*Your goal:* From the line containing "M1049,532L1061,522" through the last line of the data, return those lines exactly as written and nothing more.

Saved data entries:
↓

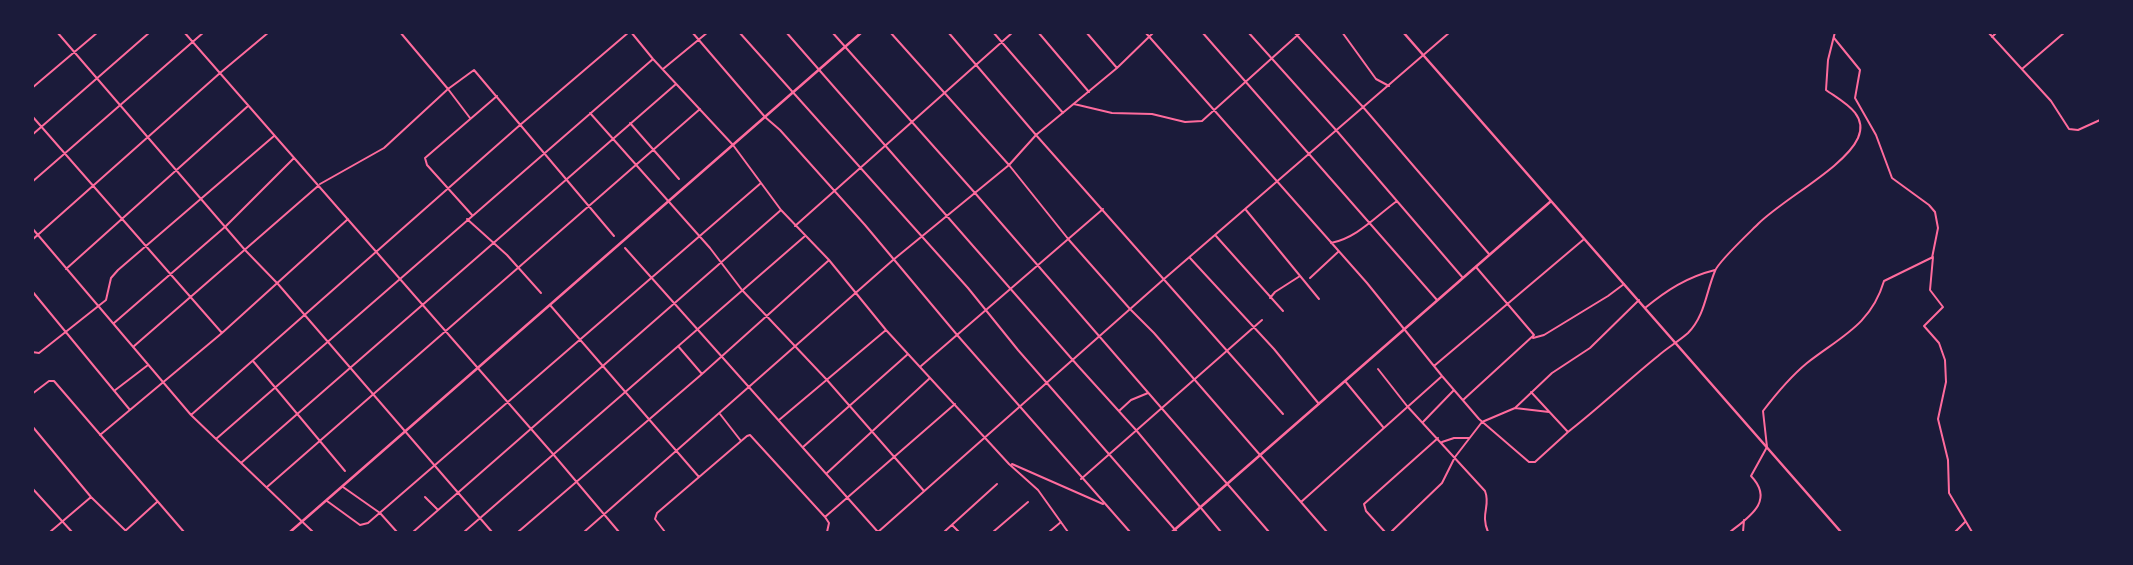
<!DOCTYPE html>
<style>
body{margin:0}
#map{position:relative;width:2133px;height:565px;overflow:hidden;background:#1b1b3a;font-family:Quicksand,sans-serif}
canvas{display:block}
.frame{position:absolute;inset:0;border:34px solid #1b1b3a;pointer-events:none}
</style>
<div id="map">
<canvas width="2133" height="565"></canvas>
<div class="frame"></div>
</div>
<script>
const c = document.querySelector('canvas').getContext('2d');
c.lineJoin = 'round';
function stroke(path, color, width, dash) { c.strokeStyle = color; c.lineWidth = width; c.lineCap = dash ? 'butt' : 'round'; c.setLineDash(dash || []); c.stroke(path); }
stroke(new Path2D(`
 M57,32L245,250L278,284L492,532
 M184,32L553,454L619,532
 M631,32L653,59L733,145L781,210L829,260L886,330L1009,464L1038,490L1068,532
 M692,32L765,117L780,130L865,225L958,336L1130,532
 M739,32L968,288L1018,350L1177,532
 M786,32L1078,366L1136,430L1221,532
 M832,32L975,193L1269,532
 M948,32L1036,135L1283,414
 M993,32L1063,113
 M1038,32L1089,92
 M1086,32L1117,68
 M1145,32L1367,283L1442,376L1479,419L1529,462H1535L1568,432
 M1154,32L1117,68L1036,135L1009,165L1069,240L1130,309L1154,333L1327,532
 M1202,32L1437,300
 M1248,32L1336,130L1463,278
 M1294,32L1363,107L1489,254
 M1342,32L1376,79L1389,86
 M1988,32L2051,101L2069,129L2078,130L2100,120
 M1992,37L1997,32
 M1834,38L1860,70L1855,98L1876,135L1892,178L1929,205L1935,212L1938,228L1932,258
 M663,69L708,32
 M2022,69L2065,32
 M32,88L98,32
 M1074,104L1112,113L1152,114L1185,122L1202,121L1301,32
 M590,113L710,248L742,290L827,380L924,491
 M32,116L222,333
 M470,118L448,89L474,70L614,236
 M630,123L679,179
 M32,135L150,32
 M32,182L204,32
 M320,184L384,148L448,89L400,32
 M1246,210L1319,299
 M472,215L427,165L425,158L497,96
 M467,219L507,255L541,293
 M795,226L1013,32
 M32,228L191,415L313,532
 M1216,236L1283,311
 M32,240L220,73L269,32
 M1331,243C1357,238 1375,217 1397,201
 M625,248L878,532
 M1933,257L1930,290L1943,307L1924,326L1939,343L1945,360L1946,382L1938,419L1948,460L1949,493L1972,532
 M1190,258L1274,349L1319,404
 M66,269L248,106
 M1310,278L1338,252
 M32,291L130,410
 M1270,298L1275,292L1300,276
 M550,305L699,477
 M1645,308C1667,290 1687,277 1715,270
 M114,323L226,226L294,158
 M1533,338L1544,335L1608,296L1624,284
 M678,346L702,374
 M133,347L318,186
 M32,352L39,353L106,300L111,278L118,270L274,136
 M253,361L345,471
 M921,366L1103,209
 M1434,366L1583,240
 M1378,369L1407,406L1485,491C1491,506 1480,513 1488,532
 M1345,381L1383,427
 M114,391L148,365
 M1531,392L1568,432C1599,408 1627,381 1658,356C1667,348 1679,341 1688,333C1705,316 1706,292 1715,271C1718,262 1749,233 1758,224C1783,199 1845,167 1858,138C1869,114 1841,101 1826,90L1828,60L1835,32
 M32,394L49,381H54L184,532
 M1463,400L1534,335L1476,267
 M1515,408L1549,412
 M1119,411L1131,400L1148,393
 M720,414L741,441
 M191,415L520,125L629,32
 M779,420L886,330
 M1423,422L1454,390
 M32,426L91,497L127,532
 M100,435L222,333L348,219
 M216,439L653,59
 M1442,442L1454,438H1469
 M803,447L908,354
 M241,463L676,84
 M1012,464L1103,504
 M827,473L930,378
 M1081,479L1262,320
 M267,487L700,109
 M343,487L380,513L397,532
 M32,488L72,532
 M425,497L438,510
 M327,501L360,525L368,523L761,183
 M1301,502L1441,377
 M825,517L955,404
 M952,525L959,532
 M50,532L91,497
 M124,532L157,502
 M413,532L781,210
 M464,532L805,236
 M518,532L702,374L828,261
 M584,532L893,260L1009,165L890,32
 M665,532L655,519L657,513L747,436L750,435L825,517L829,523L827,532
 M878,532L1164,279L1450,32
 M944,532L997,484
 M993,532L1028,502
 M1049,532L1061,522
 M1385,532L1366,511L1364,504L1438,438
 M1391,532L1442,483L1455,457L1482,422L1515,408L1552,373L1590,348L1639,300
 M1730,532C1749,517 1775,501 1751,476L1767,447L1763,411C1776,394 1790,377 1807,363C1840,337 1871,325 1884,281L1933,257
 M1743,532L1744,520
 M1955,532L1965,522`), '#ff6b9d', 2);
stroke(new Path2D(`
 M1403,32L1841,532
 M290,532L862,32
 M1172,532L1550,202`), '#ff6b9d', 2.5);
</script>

↑

*Finished exercise:*
 M1049,532L1061,522
 M1385,532L1366,511L1364,504L1438,438
 M1391,532L1442,483L1455,457L1482,422L1515,408L1552,373L1590,348L1639,300
 M1730,532C1749,517 1775,501 1751,476L1767,447L1763,411C1776,394 1790,377 1807,363C1840,337 1871,325 1884,281L1933,257
 M1743,532L1744,520
 M1955,532L1965,522`), '#ff6b9d', 2);
stroke(new Path2D(`
 M1403,32L1841,532
 M290,532L862,32
 M1172,532L1550,202`), '#ff6b9d', 2.5);
</script>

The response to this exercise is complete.